Source: Photo by Alex wong on Unsplash Unsplash
SQL is broadly used as a data access language for analytics. Even if you are an application developer, chances are you have used it or at least are familiar with it.
Aerospike has broad support for SQL, enabling you to use SQL to access Aerospike data in multiple ways.
For analytics, you can access Aerospike data on Trino with the Aerospike Trino Connector.
Through Trino, analytics use cases such as ad-hoc SQL queries, reports, and dashboard have access to data in one or more Aerospike clusters, and they can also merge Aerospike data with data from other sources.
For more details of the Trino Connector, see the blog posts Deploy Aerospike and Trino based analytics platform using Docker and Aerospike Trino Connector - Chapter Two.
Starburst is a SQL-based MPP query engine based on Trino that enables you to run Trino on a single machine, a cluster of machines, on-prem or in the cloud. The blog post Analyze Data with Aerospike and Starburst Anywhere describes how to use Starburst Enterprise.
The data browser described in the blog post Aerospike Data Browser uses Trino with the Trino Connector underneath.
You can use Spark SQL to manipulate Aerospike data on the Spark platform. Aerospike Spark Connector provides parallel access to the Aerospike cluster from Spark.
Spark SQL merges two abstractions: Replicated Distributed Datasets (RDDs) and relational tables. Find examples of importing and storing Aerospike data to and from RDDs in these Aerospike Spark tutorials. You can use Spark SQL to manipulate and process data in RDDs.
More details on the Spark Connector are available in the blog posts Using Aerospike Connect for Spark and Accelerate Spark queries with Predicate Pushdown using Aerospike.
Application developers can use simple SQL with JDBC with the community-contributed JDBC Connector. Please read more details in the blog post Introducing Aerospike JDBC Driver.

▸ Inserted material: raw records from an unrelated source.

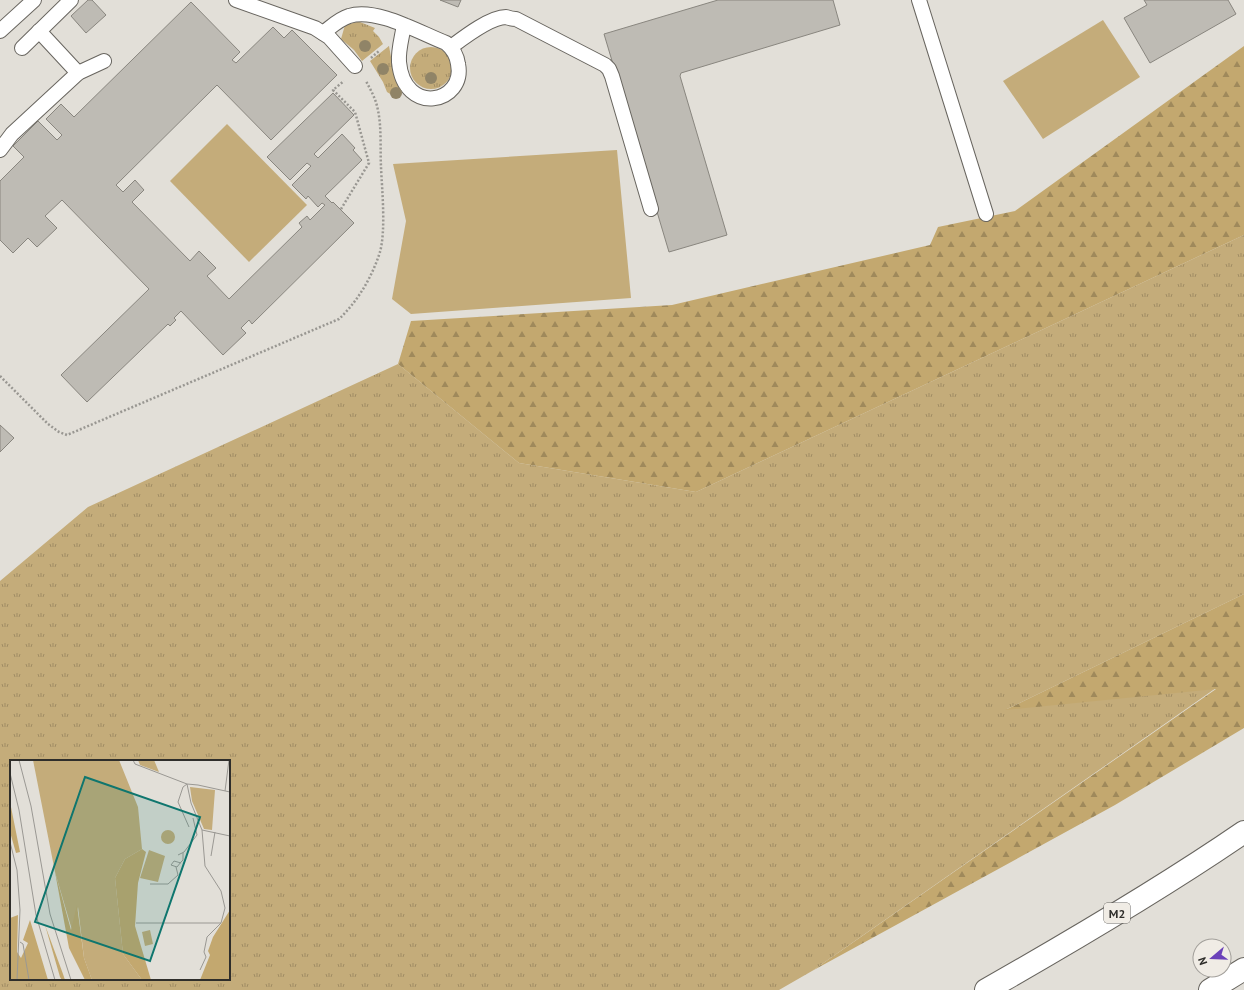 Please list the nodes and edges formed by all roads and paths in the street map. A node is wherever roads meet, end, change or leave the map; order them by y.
1 (34, 0) edge
2 (71, 0) edge
3 (236, 0) edge
4 (919, 0) edge
5 (404, 25) junction
6 (0, 31) edge
7 (39, 31) junction
8 (322, 33) junction
9 (22, 48) dead end
10 (451, 48) junction
11 (381, 50) dead end
12 (104, 61) dead end
13 (356, 68) junction
14 (78, 73) junction
15 (0, 150) edge
16 (341, 209) dead end
17 (651, 209) dead end
18 (986, 214) dead end
19 (0, 376) edge
20 (1244, 832) edge
21 (1244, 969) edge
22 (986, 990) edge
23 (1210, 990) edge

1 - 6 lane
2 - 7 lane
3 - 8 lane
4 - 18 lane
5 - 8 lane
5 - 10 lane
5 - 10 lane
7 - 9 lane
7 - 14 lane
8 - 13 lane
10 - 17 lane
11 - 13 path
12 - 14 lane
13 - 16 path
13 - 19 path
14 - 15 lane
20 - 22 highway, M2
21 - 23 highway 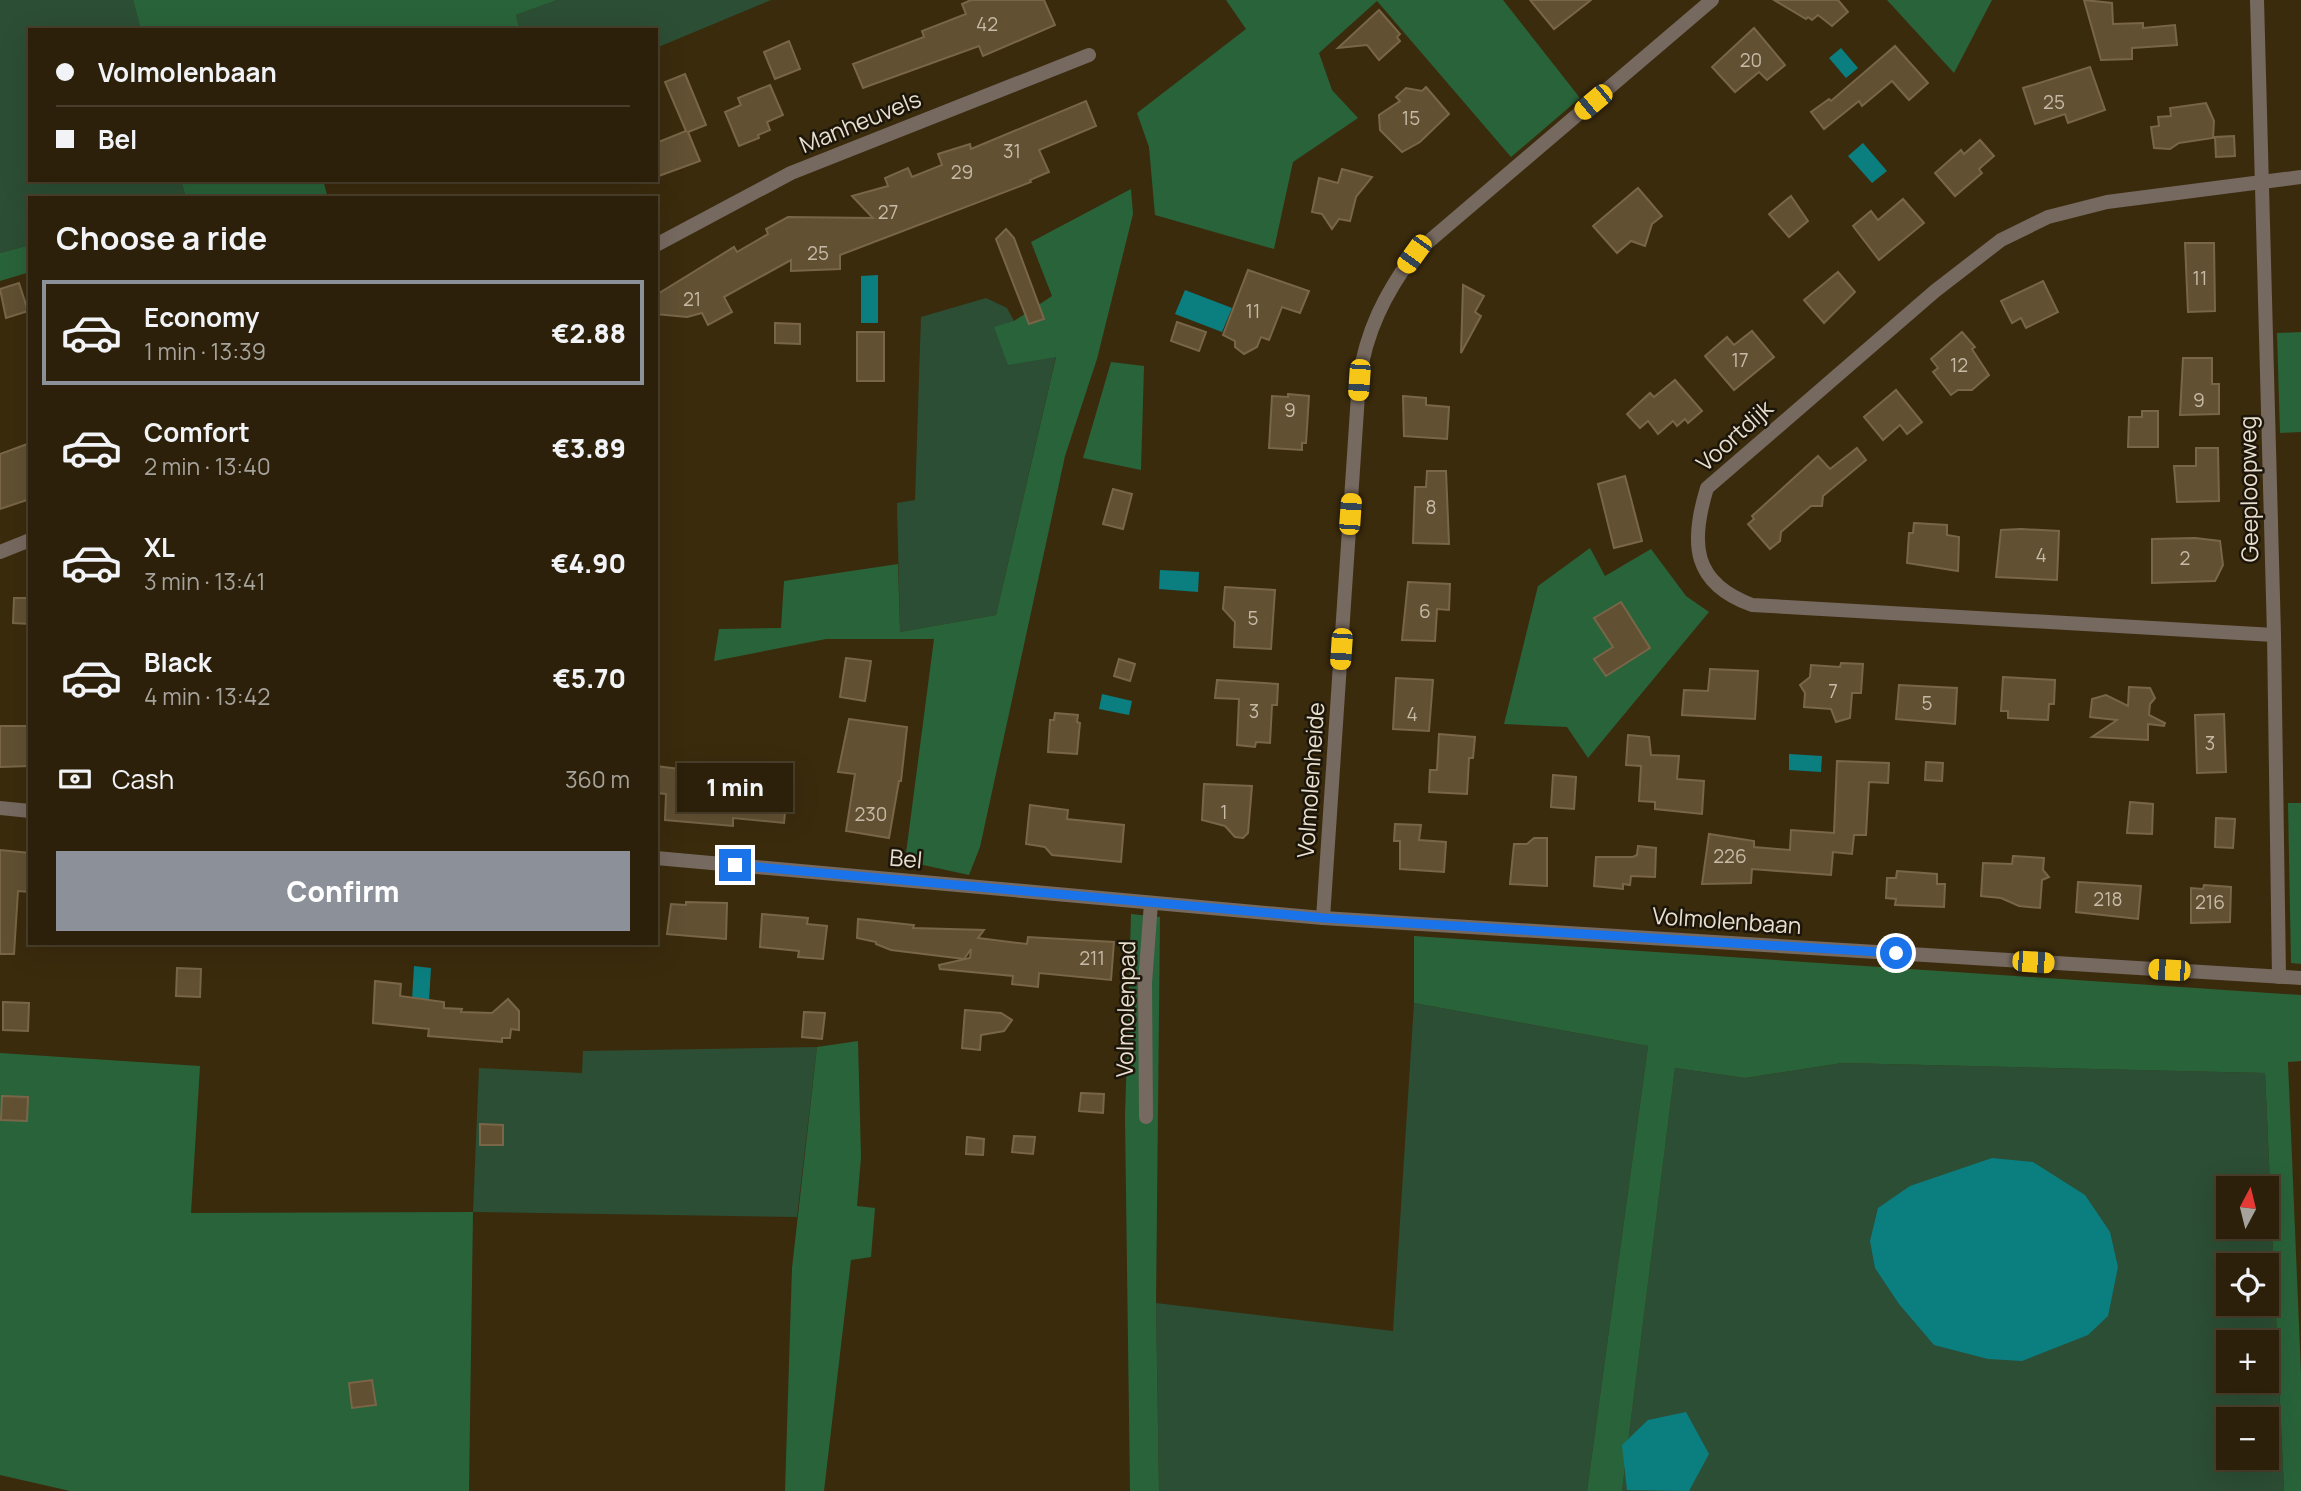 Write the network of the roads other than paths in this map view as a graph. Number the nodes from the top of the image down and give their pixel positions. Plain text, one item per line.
1 (1712, 0) edge
2 (2257, 0) edge
3 (1089, 55) dead end
4 (2301, 177) edge
5 (2261, 182) junction
6 (658, 244) edge
7 (28, 541) edge
8 (0, 552) edge
9 (2274, 635) junction
10 (0, 808) edge
11 (28, 811) edge
12 (658, 858) edge
13 (1151, 903) junction
14 (1324, 918) junction
15 (2278, 977) junction
16 (2301, 978) edge
17 (1146, 1117) dead end

1 - 14 street, Volmolenheide
2 - 5 street, Geeploopweg
3 - 6 street, Manheuvels
4 - 5 street, Voortdijk
5 - 9 street, Geeploopweg
5 - 9 street, Voortdijk
7 - 8 street
9 - 15 street, Geeploopweg
10 - 11 street
12 - 13 street, Bel
13 - 14 street, Volmolenbaan
13 - 17 street, Volmolenpad
14 - 15 street, Volmolenbaan
15 - 16 street, Volmolenbaan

While the various connectors allow broad SQL access for multiple purposes, the connectors may not be suitable for general applications as they do not provide the full Aerospike API functionality that a general application needs. For example, update capabilities are limited through SQL.
We recommend that you use the Aerospike API to access its full functionality and performance. Aerospike, a NoSQL database, does not directly support all SQL features. Inversely, Aerospike has many capabilities that cannot be expressed in SQL. This is to be expected because SQL is designed to provide physical data independence, which means the user need not worry about the physical details of the data such as the data distribution, size, selectivity, indexes, and so forth. The query optimizer deals with these details and selects the best execution plan. The goal of the Aerospike API is to provide full control to developers for optimal performance of their applications.
This article describes how a developer who is familiar with SQL can quickly implement specific SQL CRUD operations using the Aerospike API. The goal is not to discuss the many mechanisms to control optimal performance (although it points to some of them), but to provide a ramp for a developer who has some knowledge of SQL to map the basic CRUD queries into the Aerospike API. We encourage you to learn about the performance features using the pointers provided.
While Aerospike supports many languages, we have used the Java client API in our examples as it is most widely used. The functionality is similar across all client libraries, and you can find equivalent functions in each.
Mapping SQL to Aerospike
While there is no direct mapping of full SQL to Aerospike API, simple CRUD functionality can be easily mapped to Aerospike API as the underlying data models are similar: Aerospike’s set-record-bin organization matches the SQL’s table-record-column organization (see below).
We point out differences and unsupported constructs below. They need to be handled through alternative means such as specific features, libraries, and application code.
Aerospike has a record-based data model. An Aerospike Database holds multiple namespaces, which are equivalent to databases in the relational model. A namespace holds records (rows), organized in sets (tables) that are accessed using a unique key that serves as the record ID. A record can contain one or more bins (columns), and a bin can hold a value of different data types. Sets and records do not conform to any schema. The primary index provides fast access to a record by key, which is a unique record identifier, while secondary indexes defined on a bin are supported for content based access.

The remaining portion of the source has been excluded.